Bogdan Zdrojewski, który z okręgu nr 6 dostał się do Senatu, udzielił wywiadu "Super Expressowi". Były minister kultury bez ogródek zrecenzował działania sztabu Koalicji Obywatelskiej w wyborach do parlamentu. - Prawda jest taka, ze wszyscy zyskali w tych wyborach, tylko nie my - powiedział były minister kultury. - PiS ma większość, Lewica i Korwin-Mikke weszli do parlamentu, a PSL zrobiło bardzo dobry wynik, powyżej oczekiwań. Tylko my straciliśmy. To się samo komentuje - dodał.
Zdrojewski przyznał rację Joannie Musze, która stwierdziła, że KO mogła wygrać te wybory. - I każde z ugrupowań zrobiło w zasadzie maksimum tego, co zrobić można było. Jedyny element, który zawiódł, to Koalicja Obywatelska - powiedział.
Zapytany, co zawiodło, były minister odpowiedział: - Byliśmy niekonsekwentni. Nie udało nam się odzyskać wiarygodności. Byliśmy reaktywni wobec działań PiS. Bycie anty-PiS nie wystarczy. Nasz przekaz był mało klarowny i trudny do zapamiętania. I wreszcie za dużo decyzji podejmowano pochopnie i zbyt późno - stwierdził. - Nie da się ukryć, że w każdym elemencie była jakaś wada, coś zgrzytało - dodał.
Kampanię wyborczą Koalicji Europejskiej skomentowała też w wywiadzie dla Polsat News Julia Pitera, która nazwała ją "okropną". Europosłanka przekonywała, że jeśli Grzegorz Schetyna nie straci władzy w partii, w klubie "będzie rozłam".
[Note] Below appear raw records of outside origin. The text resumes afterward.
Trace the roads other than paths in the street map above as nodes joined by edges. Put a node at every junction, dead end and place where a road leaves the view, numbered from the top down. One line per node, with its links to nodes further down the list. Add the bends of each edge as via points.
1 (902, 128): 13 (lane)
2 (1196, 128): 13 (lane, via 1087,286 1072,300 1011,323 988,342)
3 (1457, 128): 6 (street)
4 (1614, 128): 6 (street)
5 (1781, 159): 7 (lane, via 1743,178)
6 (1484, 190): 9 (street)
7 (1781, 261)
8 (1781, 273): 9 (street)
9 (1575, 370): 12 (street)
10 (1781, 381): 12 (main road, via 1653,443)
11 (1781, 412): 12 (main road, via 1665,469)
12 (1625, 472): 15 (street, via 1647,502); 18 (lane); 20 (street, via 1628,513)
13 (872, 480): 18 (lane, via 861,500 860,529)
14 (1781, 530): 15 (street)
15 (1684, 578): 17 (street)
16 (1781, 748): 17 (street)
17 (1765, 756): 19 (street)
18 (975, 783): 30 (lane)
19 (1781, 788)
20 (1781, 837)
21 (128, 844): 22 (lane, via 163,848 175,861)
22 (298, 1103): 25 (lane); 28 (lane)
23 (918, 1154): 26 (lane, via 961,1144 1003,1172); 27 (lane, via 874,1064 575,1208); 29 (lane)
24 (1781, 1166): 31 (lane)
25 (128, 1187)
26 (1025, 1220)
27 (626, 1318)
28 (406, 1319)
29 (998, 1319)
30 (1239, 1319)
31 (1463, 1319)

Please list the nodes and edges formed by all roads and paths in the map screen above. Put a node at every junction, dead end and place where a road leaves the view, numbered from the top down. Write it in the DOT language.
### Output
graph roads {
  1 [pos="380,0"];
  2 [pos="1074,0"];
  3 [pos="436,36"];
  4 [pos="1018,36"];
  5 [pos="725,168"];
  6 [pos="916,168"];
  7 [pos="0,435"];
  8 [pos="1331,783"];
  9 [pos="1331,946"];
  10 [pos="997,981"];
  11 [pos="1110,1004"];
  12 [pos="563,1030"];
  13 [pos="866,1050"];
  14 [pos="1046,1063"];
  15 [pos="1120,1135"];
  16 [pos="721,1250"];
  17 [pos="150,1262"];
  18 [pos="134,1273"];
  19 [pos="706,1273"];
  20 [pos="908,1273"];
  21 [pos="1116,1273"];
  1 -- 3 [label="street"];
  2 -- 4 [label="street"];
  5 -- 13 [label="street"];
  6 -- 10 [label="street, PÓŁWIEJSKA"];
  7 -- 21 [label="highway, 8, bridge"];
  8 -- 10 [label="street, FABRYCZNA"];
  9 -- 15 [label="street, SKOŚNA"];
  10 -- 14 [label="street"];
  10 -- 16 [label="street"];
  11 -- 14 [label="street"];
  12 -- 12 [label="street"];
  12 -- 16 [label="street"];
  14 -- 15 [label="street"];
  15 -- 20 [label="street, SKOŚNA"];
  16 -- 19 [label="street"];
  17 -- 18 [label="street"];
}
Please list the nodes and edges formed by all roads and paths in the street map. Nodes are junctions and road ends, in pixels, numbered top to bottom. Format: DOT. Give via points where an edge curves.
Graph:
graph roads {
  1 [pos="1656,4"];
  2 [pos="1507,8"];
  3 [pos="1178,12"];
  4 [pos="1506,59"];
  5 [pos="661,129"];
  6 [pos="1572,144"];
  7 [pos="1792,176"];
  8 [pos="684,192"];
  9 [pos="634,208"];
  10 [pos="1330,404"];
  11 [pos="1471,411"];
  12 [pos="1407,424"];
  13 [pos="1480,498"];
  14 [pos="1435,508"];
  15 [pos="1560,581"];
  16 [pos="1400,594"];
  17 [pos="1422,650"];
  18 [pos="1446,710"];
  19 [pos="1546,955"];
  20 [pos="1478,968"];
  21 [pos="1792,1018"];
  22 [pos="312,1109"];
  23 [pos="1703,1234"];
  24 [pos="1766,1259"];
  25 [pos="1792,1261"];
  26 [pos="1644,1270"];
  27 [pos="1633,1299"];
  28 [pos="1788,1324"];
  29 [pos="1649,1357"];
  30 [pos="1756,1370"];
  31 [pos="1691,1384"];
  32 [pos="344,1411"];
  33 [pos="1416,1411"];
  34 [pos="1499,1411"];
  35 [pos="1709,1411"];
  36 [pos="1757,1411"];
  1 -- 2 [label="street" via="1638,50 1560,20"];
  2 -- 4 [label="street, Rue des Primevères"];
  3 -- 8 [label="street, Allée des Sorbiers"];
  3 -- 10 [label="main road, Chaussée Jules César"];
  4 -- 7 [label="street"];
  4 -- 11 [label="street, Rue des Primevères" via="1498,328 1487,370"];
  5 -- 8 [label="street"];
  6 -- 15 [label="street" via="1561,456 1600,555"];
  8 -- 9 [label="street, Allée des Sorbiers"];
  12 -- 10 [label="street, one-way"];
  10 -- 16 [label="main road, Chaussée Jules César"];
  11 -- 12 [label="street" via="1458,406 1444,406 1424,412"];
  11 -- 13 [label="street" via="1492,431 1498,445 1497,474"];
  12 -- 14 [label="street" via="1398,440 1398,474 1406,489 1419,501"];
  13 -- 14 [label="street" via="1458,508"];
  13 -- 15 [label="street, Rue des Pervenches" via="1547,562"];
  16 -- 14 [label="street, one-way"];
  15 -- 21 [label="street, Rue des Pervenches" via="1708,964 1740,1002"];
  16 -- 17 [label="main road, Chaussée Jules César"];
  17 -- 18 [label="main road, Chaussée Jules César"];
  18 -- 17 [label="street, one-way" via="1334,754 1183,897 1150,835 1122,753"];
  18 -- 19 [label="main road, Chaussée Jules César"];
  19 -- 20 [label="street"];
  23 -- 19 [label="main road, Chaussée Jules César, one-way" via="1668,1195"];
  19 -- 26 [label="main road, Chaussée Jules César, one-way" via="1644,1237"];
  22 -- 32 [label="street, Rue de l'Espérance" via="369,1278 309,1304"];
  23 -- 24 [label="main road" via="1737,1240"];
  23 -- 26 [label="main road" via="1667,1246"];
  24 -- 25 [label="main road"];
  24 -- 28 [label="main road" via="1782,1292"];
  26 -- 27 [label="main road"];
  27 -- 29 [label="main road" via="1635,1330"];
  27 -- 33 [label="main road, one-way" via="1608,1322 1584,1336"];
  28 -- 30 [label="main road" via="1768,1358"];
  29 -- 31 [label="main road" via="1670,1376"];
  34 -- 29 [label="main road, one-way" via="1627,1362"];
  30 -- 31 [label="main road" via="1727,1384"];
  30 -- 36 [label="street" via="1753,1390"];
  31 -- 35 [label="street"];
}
- Bardzo wątpię, bardzo bym się dziwiła, gdyby posłowie wytrzymywali to, co się w tej partii dzieje: to jak wyglądały kluby w zeszłej kadencji, przecież posłowie o tym opowiadali, co się działo - powiedziała. - Jeżeli to posłowie wytrzymają cztery lata bez zmian, to ja zastanawiam się, w jaki sposób będą chcieli wygrać wybory, a gdyby to jakimś cudem się udało, co w tej konfiguracji jest po prostu niemożliwe, w jaki sposób chcieliby rządzić państwem - dodała.